* _Task directions_:
Lines in the listing below that hold "Road" are the ones to copy.

* _Material for this task_:

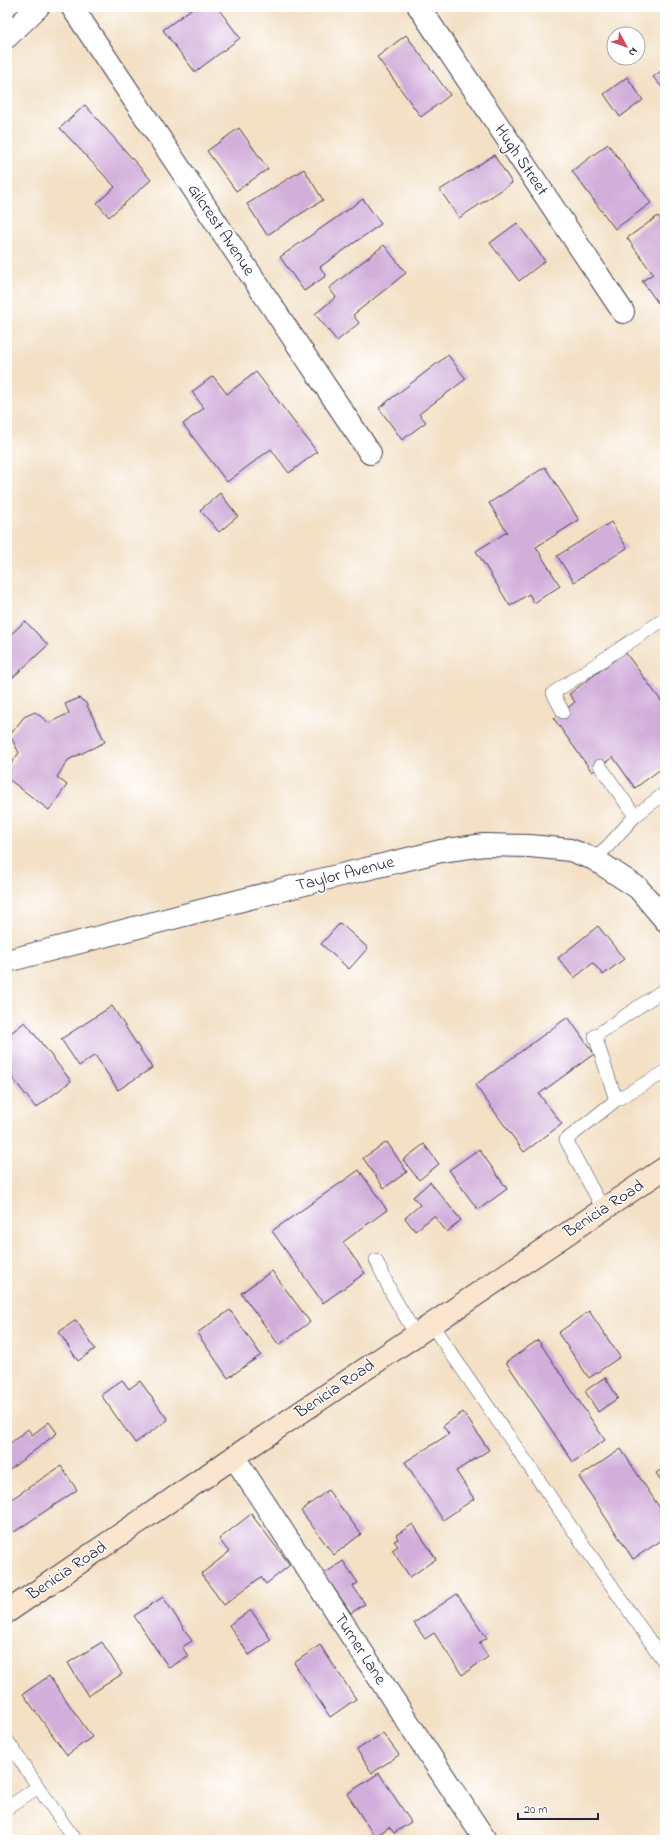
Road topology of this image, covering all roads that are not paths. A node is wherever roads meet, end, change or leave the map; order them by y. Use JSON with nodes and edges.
{"nodes":[{"id":1,"x":38,"y":7,"type":"edge"},
{"id":2,"x":72,"y":7,"type":"edge"},
{"id":3,"x":419,"y":7,"type":"edge"},
{"id":4,"x":7,"y":37,"type":"edge"},
{"id":5,"x":623,"y":312,"type":"dead end"},
{"id":6,"x":370,"y":453,"type":"dead end"},
{"id":7,"x":665,"y":624,"type":"edge"},
{"id":8,"x":563,"y":712,"type":"dead end"},
{"id":9,"x":600,"y":766,"type":"dead end"},
{"id":10,"x":665,"y":793,"type":"edge"},
{"id":11,"x":635,"y":816,"type":"junction"},
{"id":12,"x":594,"y":859,"type":"junction"},
{"id":13,"x":665,"y":920,"type":"edge"},
{"id":14,"x":7,"y":961,"type":"edge"},
{"id":15,"x":665,"y":989,"type":"edge"},
{"id":16,"x":665,"y":1072,"type":"edge"},
{"id":17,"x":616,"y":1100,"type":"junction"},
{"id":18,"x":665,"y":1168,"type":"edge"},
{"id":19,"x":603,"y":1209,"type":"junction"},
{"id":20,"x":376,"y":1260,"type":"dead end"},
{"id":21,"x":424,"y":1329,"type":"junction"},
{"id":22,"x":234,"y":1457,"type":"junction"},
{"id":23,"x":9,"y":1605,"type":"edge"},
{"id":24,"x":665,"y":1663,"type":"edge"},
{"id":25,"x":7,"y":1740,"type":"edge"},
{"id":26,"x":38,"y":1787,"type":"junction"},
{"id":27,"x":7,"y":1808,"type":"edge"},
{"id":28,"x":75,"y":1840,"type":"edge"},
{"id":29,"x":480,"y":1840,"type":"edge"}],
"edges":[{"from":1,"to":4,"type":"street"},
{"from":2,"to":6,"type":"street","name":"Gilcrest Avenue"},
{"from":3,"to":5,"type":"street","name":"Hugh Street"},
{"from":7,"to":8,"type":"lane"},
{"from":9,"to":11,"type":"lane"},
{"from":10,"to":11,"type":"lane"},
{"from":11,"to":12,"type":"lane"},
{"from":12,"to":13,"type":"street","name":"Taylor Avenue"},
{"from":12,"to":14,"type":"street","name":"Taylor Avenue"},
{"from":15,"to":17,"type":"lane"},
{"from":16,"to":17,"type":"lane"},
{"from":17,"to":19,"type":"lane"},
{"from":18,"to":19,"type":"main road","name":"Benicia Road"},
{"from":19,"to":21,"type":"main road","name":"Benicia Road"},
{"from":20,"to":21,"type":"lane"},
{"from":21,"to":22,"type":"main road","name":"Benicia Road"},
{"from":21,"to":24,"type":"lane"},
{"from":22,"to":23,"type":"main road","name":"Benicia Road"},
{"from":22,"to":29,"type":"street","name":"Turner Lane"},
{"from":25,"to":26,"type":"lane"},
{"from":26,"to":27,"type":"lane"},
{"from":26,"to":28,"type":"lane"}]}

* _Answer to this task_:
Road topology of this image, covering all roads that are not paths. A node is wherever roads meet, end, change or leave the map; order them by y. Use JSON with nodes and edges.
{"from":18,"to":19,"type":"main road","name":"Benicia Road"},
{"from":19,"to":21,"type":"main road","name":"Benicia Road"},
{"from":21,"to":22,"type":"main road","name":"Benicia Road"},
{"from":22,"to":23,"type":"main road","name":"Benicia Road"},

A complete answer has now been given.